Если казенные гимназии — топорное дубье, то гимназия Поливановская все ж — произведение художественное, продуманное со знанием дела и выполненное вполне честно; Поливанов же вкладывал душу в нее; но в нем не жил социальный организатор: лишь изумительный педагог и учитель, действующий от сердца к сердцу; и не во всех деталях гимназия воплощала стиль Поливанова; она была скорей местом встречи ученика с директором; и за это мы, окончившие гимназию, приносим ей горячую благодарность.

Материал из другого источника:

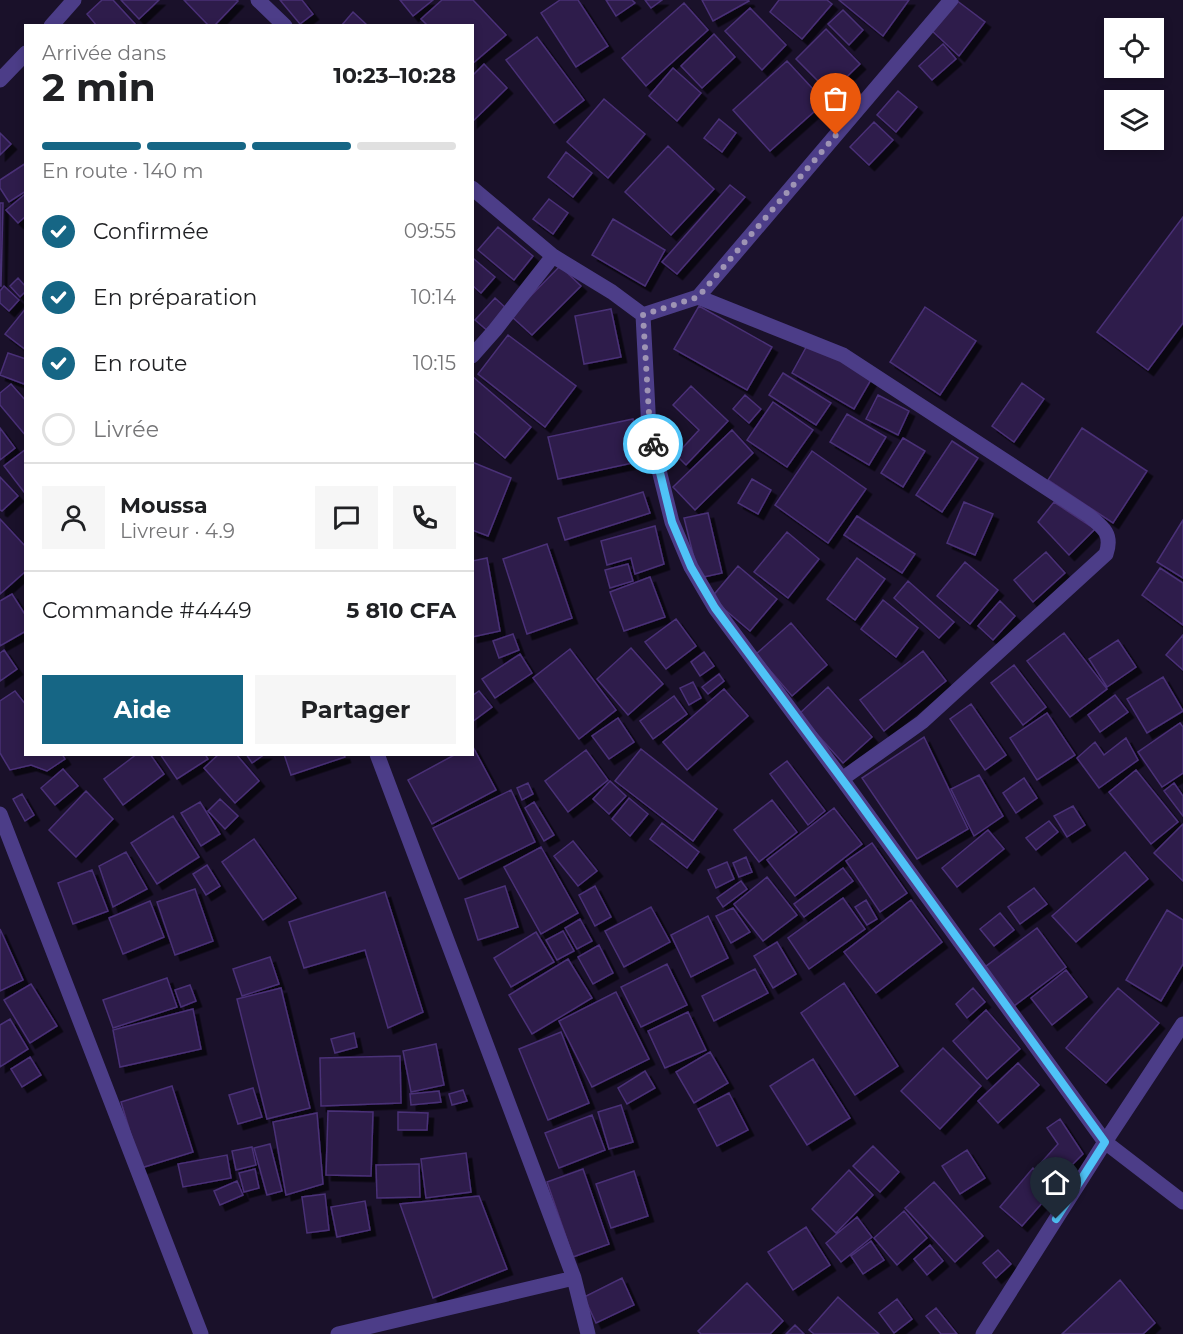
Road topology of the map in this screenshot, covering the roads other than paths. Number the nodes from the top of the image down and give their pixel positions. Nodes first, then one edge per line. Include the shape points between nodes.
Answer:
1 (74, 0) edge
2 (258, 0) edge
3 (951, 0) edge
4 (55, 24) edge
5 (283, 24) edge
6 (24, 55) edge
7 (0, 80) edge
8 (474, 190) edge
9 (553, 256) junction
10 (698, 297) junction
11 (643, 315) junction
12 (474, 354) edge
13 (378, 756) edge
14 (842, 779) junction
15 (0, 814) edge
16 (1183, 1024) edge
17 (1105, 1142) junction
18 (1183, 1202) edge
19 (574, 1278) junction
20 (201, 1334) edge
21 (338, 1334) edge
22 (588, 1334) edge
23 (983, 1334) edge

1 - 4 street
2 - 5 street
3 - 10 street
6 - 7 street
8 - 9 street
9 - 11 street
9 - 12 street
10 - 11 street
10 - 14 street via 843,355 1088,515 1108,536 1106,554 931,714
11 - 14 street via 650,430 672,522 691,567 715,608
13 - 19 street
14 - 17 street
15 - 20 street
16 - 17 street
17 - 18 street
17 - 23 street
19 - 21 street
19 - 22 street

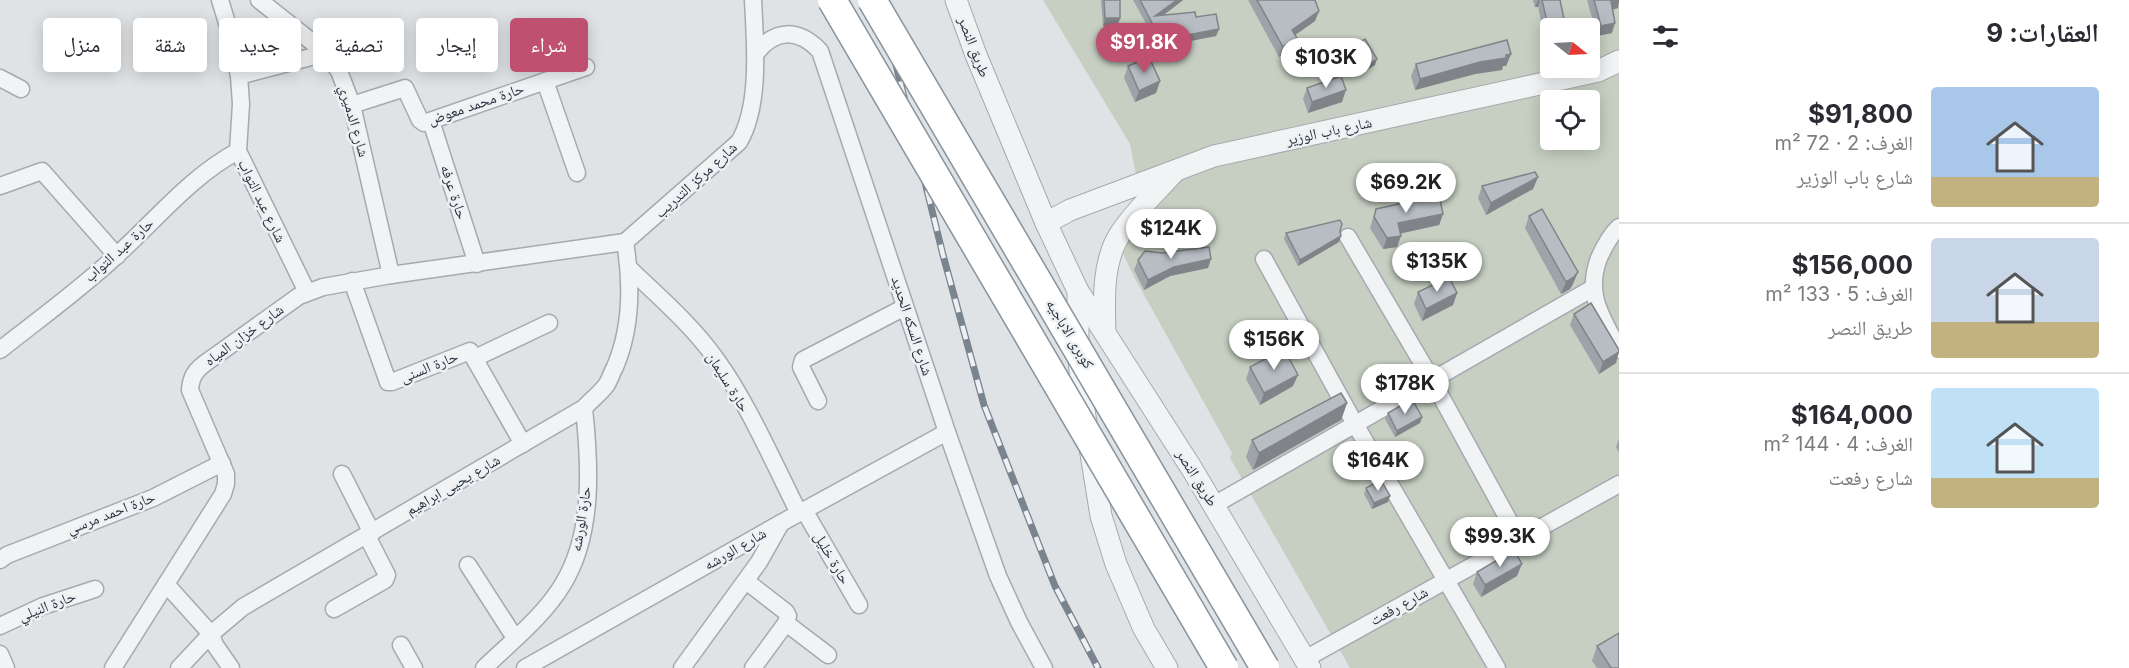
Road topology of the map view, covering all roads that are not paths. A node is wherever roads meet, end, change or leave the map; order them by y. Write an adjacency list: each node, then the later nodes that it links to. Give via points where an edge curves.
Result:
1 (220, 0): 13 (street, شارع عبد التواب)
2 (260, 0): 7 (street, شارع الدميري)
3 (753, 0): 8 (street, شارع مركز التدريب)
4 (832, 0): 83 (highway, bridge)
5 (872, 0): 84 (highway, كوبرى الاباجيه, bridge)
6 (956, 0): 23 (street, طريق النصر)
7 (313, 42)
8 (756, 53): 26 (street, شارع مركز التدريب, via 750,116 739,142); 36 (street, شارع السكه الحديد, via 775,36 787,34 811,41 820,51)
9 (313, 56): 13 (street)
10 (1619, 61): 20 (street, شارع باب الوزير, via 1598,71 1214,156)
11 (339, 72): 17 (street, شارع الدميري)
12 (571, 72): 15 (street, حارة محمد معوض)
13 (239, 76): 19 (street, شارع عبد التواب)
14 (0, 78): 16 (street)
15 (545, 81): 18 (street, حارة محمد معوض); 21 (street)
16 (21, 88)
17 (352, 105): 18 (street, حارة محمد معوض, via 405,88 421,123); 31 (street, شارع الدميري)
18 (431, 121): 29 (street, حارة عرفه)
19 (238, 151): 27 (street, حارة عبد التواب, via 185,189); 35 (street, شارع عبد التواب)
20 (1178, 168): 23 (street, شارع باب الوزير); 38 (street, via 1119,235 1106,283)
21 (577, 173)
22 (0, 186): 27 (street, via 42,171)
23 (1046, 223): 34 (street, طريق النصر)
24 (1619, 227): 33 (street, via 1602,250)
25 (1348, 237): 42 (street)
26 (625, 242): 29 (street, شارع خزان المياه); 30 (street, شارع يحيى ابراهيم)
27 (117, 256): 39 (street, حارة عبد التواب)
28 (1264, 259): 45 (street)
29 (477, 264): 31 (street, شارع خزان المياه)
30 (630, 269): 44 (street, شارع يحيى ابراهيم, via 628,324 621,353 607,384); 52 (street, حارة سليمان, via 716,358)
31 (391, 275): 32 (street, شارع خزان المياه)
32 (352, 281): 35 (street, شارع خزان المياه); 41 (street, حارة السنى, via 388,382 468,351)
33 (1593, 288): 40 (street, via 1598,308); 42 (street)
34 (1078, 291): 38 (street, طريق النصر); 82 (street, طريق النصر, via 1083,404 1101,516 1116,564 1144,629)
35 (308, 292): 48 (street, شارع خزان المياه, via 204,364 190,380 193,400)
36 (905, 308): 43 (street, via 803,360 801,367); 46 (street, شارع السكه الحديد)
37 (549, 323): 41 (street)
38 (1105, 334): 51 (street, طريق النصر)
39 (0, 350)
40 (1619, 350)
41 (475, 358): 47 (street, حارة السنى)
42 (1432, 380): 45 (street); 55 (street)
43 (818, 401)
44 (584, 408): 47 (street, شارع يحيى ابراهيم); 67 (street, حارة الورشه, via 588,484 575,559 547,606)
45 (1355, 424): 51 (street); 58 (street)
46 (947, 432): 52 (street, شارع الورشه); 72 (street, شارع السكه الحديد, via 998,576)
47 (523, 444): 54 (street, شارع يحيى ابراهيم)
48 (222, 463): 56 (street, حارة احمد مرسي, via 153,498); 60 (street, شارع خزان المياه, via 226,474 223,494)
49 (342, 474): 54 (street)
50 (1619, 484): 55 (street, شارع رفعت)
51 (1214, 506): 71 (street, طريق النصر)
52 (802, 512): 53 (street, شارع الورشه); 62 (street, حارة خليل)
53 (781, 523): 59 (street); 79 (street, شارع الورشه)
54 (369, 534): 63 (street, via 386,580); 66 (street, شارع يحيى ابراهيم, via 243,607)
55 (1520, 539): 58 (street, شارع رفعت)
56 (0, 560)
57 (468, 565): 67 (street)
58 (1445, 580): 71 (street, شارع رفعت); 85 (street)
59 (746, 581): 64 (street, via 786,612); 80 (street)
60 (166, 584): 66 (street); 74 (street, شارع خزان المياه)
61 (95, 589): 65 (street, حارة النيلي, via 42,606)
62 (859, 605)
63 (334, 609)
64 (786, 623): 70 (street); 81 (street)
65 (0, 626)
66 (211, 634): 75 (street, شارع يحيى ابراهيم); 76 (street)
67 (515, 638): 78 (street, حارة الورشه)
68 (401, 645): 77 (street)
69 (0, 654): 73 (street)
70 (828, 655)
71 (1307, 663)
72 (1040, 666)
73 (6, 668)
74 (113, 668)
75 (179, 668)
76 (231, 668)
77 (414, 668)
78 (484, 668)
79 (526, 668)
80 (682, 668)
81 (753, 668)
82 (1167, 668)
83 (1224, 668)
84 (1265, 668)
85 (1497, 668)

Кроме того: в девяностых годах она была лучшей московской гимназией; в ней отрицалась «казенщина»; состав преподавателей был довольно высок; преподаватели принадлежали к лучшему московскому, культурному кругу; не одною силою педагогических дарований их должно оценивать, а фактом, что человек, интересующийся культурою, в них доминировал над только «учителем»; были в учителях и жалкие остатки от «человека в футляре»; но «человек в футляре» — явление заурядное в те года; остатки футляров ютились в теневых углах, боясь Поливанова и педагогического совета в его целом, но где являлись преподаватели казенных гимназий, не могло не быть пыли, приносимой из «казенного учреждения» на форменных сюртуках; все ж: человечность, культурность подчеркивались во всем стиле преподавания: и подчеркивалась личность ученика; и трафарет сверху не так мертвил душу; трафарет же снизу, приносимый воспитанниками из родительских квартир, — давал себя знать.
Поливановская гимназия противополагалась казенным; противополагалась и Креймановской52, не говоря о Лицее;53 в Лицей попадали от нас немногие, прокисшие «сливки общества» (то есть именующие себя таковым), аристократы, снобы или тянущиеся за ними; Поливановская гимназия все ж была не для них; от Креймана попадали к нам лучшие элементы, не мирящиеся с креймановским составом, подчеркнуто буржуазным; пример — Брюсов;54 прочтите, какою тоской веет от его креймановских впечатлений; наоборот, появляются бодрые, здоровые ноты чисто гимназических интересов в гимназии Поливанова. Вот выписки из «Дневников» Брюсова за время окончания им гимназии Поливанова (VII и VIII классы): «Толковал Щербатову о дифференциальном исчислении» (11 апреля 1891 года). «Сначала заходил Станюкович. Вечером у меня Щербатов и Иноевс… Потом Никольский, И. А. Нюнин… Споры. Удавшийся литературный вечер» (12 апреля)55. «Пишу, пишу и пишу „Кантемира“» (Ноября 3). «Окончил „Кантемира“» (Ноября 5). «Начал драму „Любовь“» (Ноября 13); это выписки из «Дневников» за 1891 год;56 за 1892 год: «Читал… „Моцарта и Сальери“» (Март, 18); «Купил Оссиана и Нибелунгов. Вечер на „Гамлете“» (Март, 22); «Сегодня я писал „Юлия Цезаря“, изучал итальянский язык, разрабатывал „Помпея Великого“… Читал Грота и Паскаля, разбирал Козлова и отдыхал на любимом Спинозе. Надо работать! Надо что-нибудь сделать!» (Июль, 28); «Перевел пьесу Метерлинка „L'intruse“» (Сентябрь, 7)57.